"One of the most important things is to be original. It’s got to be outstanding, it can’t be a mimic of anything else," Falling Joys singer and guitarist Suzie Higgie told triple j's Richard Kingsmill in 1990.
With her sweet voice, her band’s jangly guitars, chunky bass grooves and girl/boy harmonies, the Canberra band was a standout in the burgeoning alternative music scene of the late-'80s and early-'90s.
But it could have been a very different sound and scenario than it turned out to be.
"When I first started the Falling Joys, I didn’t really want to be the singer," Higgie said. "I wanted to be the guitarist and do harmonies, but our singer and keyboard player left. I was writing the songs still, but I just didn’t want to be up there in the front. I used to hate playing live more than anything."
Higgie's clear midrange vocal often sounded even better in harmony with bassist Pat Hayes. Drummer Pete Velzen told Kingsmill that Hayes had more vocal chops than the rest of the band.
"Pat sings along to records in the car," he said. "Me and Stewie [Robertson, guitarist] are still finding our feet, but are fully aware and keen to do more of that and work on that aspect of the songs."
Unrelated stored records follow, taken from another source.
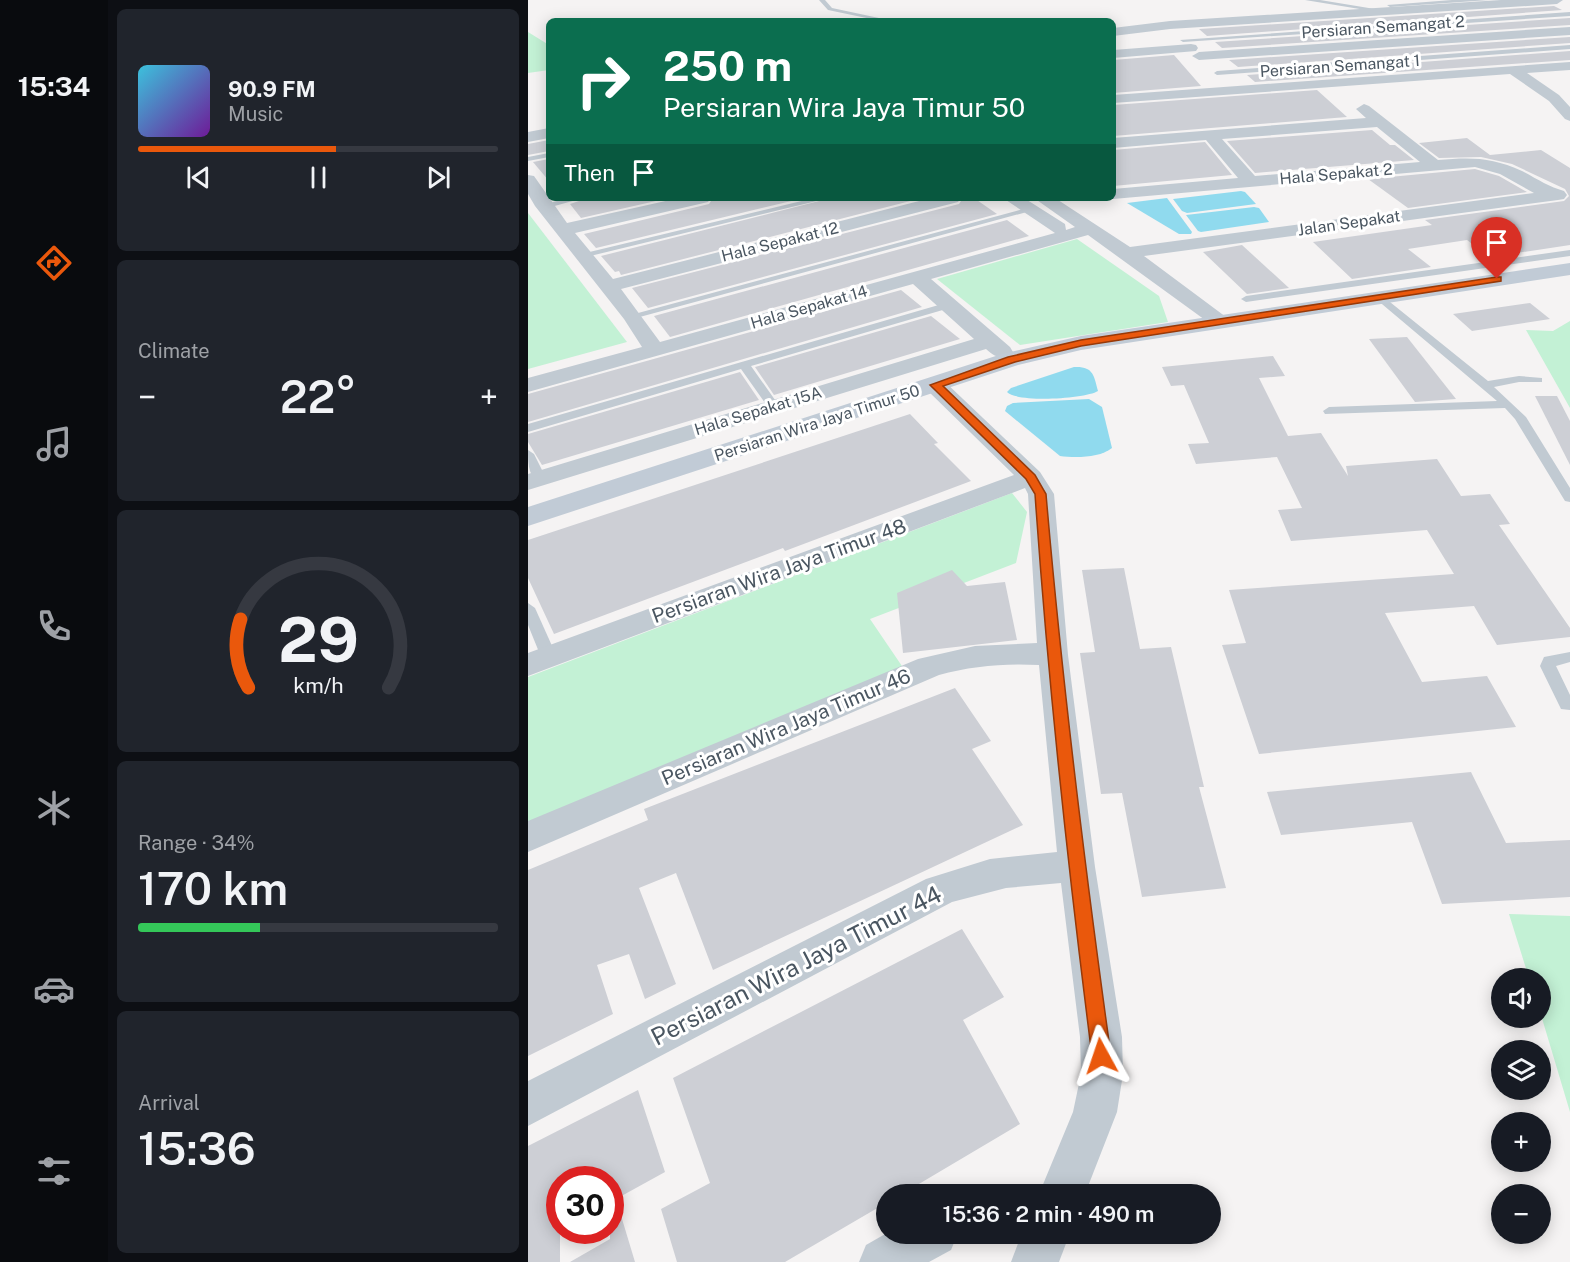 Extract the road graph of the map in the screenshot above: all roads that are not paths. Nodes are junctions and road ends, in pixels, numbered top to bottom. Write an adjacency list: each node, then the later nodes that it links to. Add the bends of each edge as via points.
1 (822, 0): 8 (lane, via 830,9)
2 (1308, 0): 6 (lane)
3 (1486, 0): 6 (lane)
4 (1557, 0): 5 (street)
5 (1510, 1): 6 (street)
6 (1389, 7): 9 (street); 10 (street)
7 (1570, 14): 9 (lane)
8 (875, 18)
9 (1414, 24): 13 (street); 15 (lane)
10 (1170, 25): 12 (street); 15 (street)
11 (1570, 31): 13 (street, Persiaran Semangat 2)
12 (1116, 32)
13 (1437, 39): 15 (street, Persiaran Semangat 2); 17 (street)
14 (1570, 47): 17 (lane)
15 (1191, 48): 16 (street, Persiaran Semangat 2); 21 (street)
16 (1116, 54)
17 (1459, 54): 20 (street); 21 (lane)
18 (1570, 66): 19 (street, Persiaran Semangat 1)
19 (1513, 70): 20 (street, Persiaran Semangat 1); 24 (street)
20 (1486, 72): 22 (street, Persiaran Semangat 1)
21 (1217, 73): 23 (street)
22 (1334, 85): 23 (street, Persiaran Semangat 1); 28 (street)
23 (1236, 92): 25 (street, Persiaran Semangat 1)
24 (1554, 98): 26 (street); 27 (street)
25 (1116, 99)
26 (1570, 99)
27 (1570, 117)
28 (1380, 122): 30 (street); 35 (street)
29 (546, 134): 31 (street)
30 (1210, 135): 32 (street); 36 (street)
31 (528, 137)
32 (1116, 143)
33 (546, 156): 34 (lane)
34 (528, 159)
35 (1434, 165): 36 (street, Hala Sepakat 2); 40 (street, Hala Sepakat 2, via 1494,164)
36 (1250, 181): 39 (street, Hala Sepakat 2)
37 (536, 182): 48 (street)
38 (1570, 193): 40 (street, Jalan Sepakat)
39 (1116, 194)
40 (1551, 196): 52 (street, Jalan Sepakat)
41 (566, 201): 48 (lane)
42 (689, 201): 50 (street)
43 (812, 201): 54 (lane)
44 (940, 201): 58 (street, Hala Sepakat 12)
45 (1028, 201): 47 (street)
46 (1068, 201): 47 (street)
47 (1043, 204): 49 (street); 51 (street); 62 (lane)
48 (543, 206): 50 (street)
49 (1090, 229): 51 (street, Hala Sepakat 14); 52 (street)
50 (562, 230): 54 (street)
51 (1068, 235): 57 (street, Hala Sepakat 14)
52 (1127, 253): 63 (street)
53 (1570, 253): 56 (lane)
54 (582, 255): 58 (street)
55 (1570, 269): 56 (street, Persiaran Wira Jaya Timur 50)
56 (1488, 273): 59 (street, Persiaran Wira Jaya Timur 50); 60 (lane)
57 (916, 277): 61 (street); 65 (street, Hala Sepakat 14)
58 (608, 286): 62 (street)
59 (1380, 297): 63 (street, Persiaran Wira Jaya Timur 50); 69 (lane)
60 (1246, 299)
61 (949, 305): 64 (street); 67 (lane)
62 (632, 316): 65 (street)
63 (1219, 321): 66 (street, Persiaran Wira Jaya Timur 50, via 1081,343)
64 (989, 341): 66 (street); 73 (street, Hala Sepakat 15A)
65 (655, 350): 70 (street, Hala Sepakat 14)
66 (1011, 359): 71 (street, Persiaran Wira Jaya Timur 50)
67 (744, 365): 73 (lane); 75 (lane)
68 (1538, 380): 69 (lane)
69 (1485, 384): 72 (lane)
70 (528, 385)
71 (936, 385): 77 (street); 80 (street, Persiaran Wira Jaya Timur 50)
72 (1508, 404): 74 (lane); 79 (lane)
73 (774, 407): 78 (street, Hala Sepakat 15A)
74 (1329, 411)
75 (528, 428)
76 (528, 454): 78 (lane)
77 (1031, 477): 82 (street, via 1041,494); 84 (street, Persiaran Wira Jaya Timur 48)
78 (534, 480)
79 (1570, 498)
80 (528, 517)
81 (528, 608): 84 (lane)
82 (1053, 655): 86 (street, Persiaran Wira Jaya Timur 46, via 989,653 929,667); 87 (street)
83 (1570, 657): 85 (lane, via 1549,661 1548,666)
84 (538, 661)
85 (1567, 705)
86 (528, 837)
87 (1077, 867): 88 (street, Persiaran Wira Jaya Timur 44, via 1008,870 939,890); 89 (street, via 1101,1037 1102,1074 1095,1112)
88 (528, 1104)
89 (1066, 1184)
90 (915, 1244): 91 (street)
91 (883, 1262)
Their blend of voices came to distinguish the Falling Joys even more so after the unexpected success of their song ‘Lock It’.
The band intended it to be a long, lush, meandering track. Their American record label heard a different potential, however. They re-edited it so the chorus came in sooner.
"They did the right thing and they played it to us first," Velzen said. "They said 'if you like this and you want to change it, please do. But this is how we think the best way for it to work is.'
"Effectively they turned it from what we thought was an album track into a single."
There’s a sense of urgency and drama in this collection of pop melodies and in Higgie’s voice. Her evocative lyrics chart a time of change and upheaval in ‘Shot In Europe’ and ‘Lost Addiction’, and shallow musical associations in ‘Puppy Drink’.
Wish List had a long lead up time to being made. With so much stored energy poured into it, evaluating the final product was a difficult task.
In that 1990 interview, Higgie wondered where her band’s debut would fit in a future music landscape. On the evidence of the reunion shows the band has continued to play since 2011, this album and this band have a permanent place very firmly in the hearts of many music fans.